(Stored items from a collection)
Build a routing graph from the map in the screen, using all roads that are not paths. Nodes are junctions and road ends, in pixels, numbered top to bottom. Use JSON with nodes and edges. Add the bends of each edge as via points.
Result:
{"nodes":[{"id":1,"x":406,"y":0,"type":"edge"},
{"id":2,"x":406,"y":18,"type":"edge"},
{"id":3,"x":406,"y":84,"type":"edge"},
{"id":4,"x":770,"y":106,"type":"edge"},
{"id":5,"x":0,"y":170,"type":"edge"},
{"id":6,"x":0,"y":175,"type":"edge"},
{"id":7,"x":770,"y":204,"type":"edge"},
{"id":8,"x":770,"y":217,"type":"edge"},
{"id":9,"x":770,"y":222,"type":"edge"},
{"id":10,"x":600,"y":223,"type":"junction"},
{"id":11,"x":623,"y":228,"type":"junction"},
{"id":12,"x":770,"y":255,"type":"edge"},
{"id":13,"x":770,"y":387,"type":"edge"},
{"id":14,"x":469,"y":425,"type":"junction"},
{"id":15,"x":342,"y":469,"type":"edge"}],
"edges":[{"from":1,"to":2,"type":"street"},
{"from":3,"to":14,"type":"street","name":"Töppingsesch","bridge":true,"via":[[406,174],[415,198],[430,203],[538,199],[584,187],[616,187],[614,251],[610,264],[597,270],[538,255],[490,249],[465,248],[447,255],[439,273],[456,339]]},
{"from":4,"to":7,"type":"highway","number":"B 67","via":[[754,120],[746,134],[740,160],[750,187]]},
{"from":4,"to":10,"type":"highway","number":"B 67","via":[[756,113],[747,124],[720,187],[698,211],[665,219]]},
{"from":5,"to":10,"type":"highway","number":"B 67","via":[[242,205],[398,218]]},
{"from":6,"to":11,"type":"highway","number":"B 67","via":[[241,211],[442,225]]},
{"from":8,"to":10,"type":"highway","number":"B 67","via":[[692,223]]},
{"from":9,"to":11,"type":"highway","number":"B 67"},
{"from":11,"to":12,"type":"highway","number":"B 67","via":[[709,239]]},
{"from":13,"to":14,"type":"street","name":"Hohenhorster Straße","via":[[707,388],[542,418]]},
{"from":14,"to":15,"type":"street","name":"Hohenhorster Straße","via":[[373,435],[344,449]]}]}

▶ Aim of the task
A full, exact copy of the entries is the required answer.

▶ Response area
Build a routing graph from the map in the screen, using all roads that are not paths. Nodes are junctions and road ends, in pixels, numbered top to bottom. Use JSON with nodes and edges. Add the bends of each edge as via points.
Result:
{"nodes":[{"id":1,"x":406,"y":0,"type":"edge"},
{"id":2,"x":406,"y":18,"type":"edge"},
{"id":3,"x":406,"y":84,"type":"edge"},
{"id":4,"x":770,"y":106,"type":"edge"},
{"id":5,"x":0,"y":170,"type":"edge"},
{"id":6,"x":0,"y":175,"type":"edge"},
{"id":7,"x":770,"y":204,"type":"edge"},
{"id":8,"x":770,"y":217,"type":"edge"},
{"id":9,"x":770,"y":222,"type":"edge"},
{"id":10,"x":600,"y":223,"type":"junction"},
{"id":11,"x":623,"y":228,"type":"junction"},
{"id":12,"x":770,"y":255,"type":"edge"},
{"id":13,"x":770,"y":387,"type":"edge"},
{"id":14,"x":469,"y":425,"type":"junction"},
{"id":15,"x":342,"y":469,"type":"edge"}],
"edges":[{"from":1,"to":2,"type":"street"},
{"from":3,"to":14,"type":"street","name":"Töppingsesch","bridge":true,"via":[[406,174],[415,198],[430,203],[538,199],[584,187],[616,187],[614,251],[610,264],[597,270],[538,255],[490,249],[465,248],[447,255],[439,273],[456,339]]},
{"from":4,"to":7,"type":"highway","number":"B 67","via":[[754,120],[746,134],[740,160],[750,187]]},
{"from":4,"to":10,"type":"highway","number":"B 67","via":[[756,113],[747,124],[720,187],[698,211],[665,219]]},
{"from":5,"to":10,"type":"highway","number":"B 67","via":[[242,205],[398,218]]},
{"from":6,"to":11,"type":"highway","number":"B 67","via":[[241,211],[442,225]]},
{"from":8,"to":10,"type":"highway","number":"B 67","via":[[692,223]]},
{"from":9,"to":11,"type":"highway","number":"B 67"},
{"from":11,"to":12,"type":"highway","number":"B 67","via":[[709,239]]},
{"from":13,"to":14,"type":"street","name":"Hohenhorster Straße","via":[[707,388],[542,418]]},
{"from":14,"to":15,"type":"street","name":"Hohenhorster Straße","via":[[373,435],[344,449]]}]}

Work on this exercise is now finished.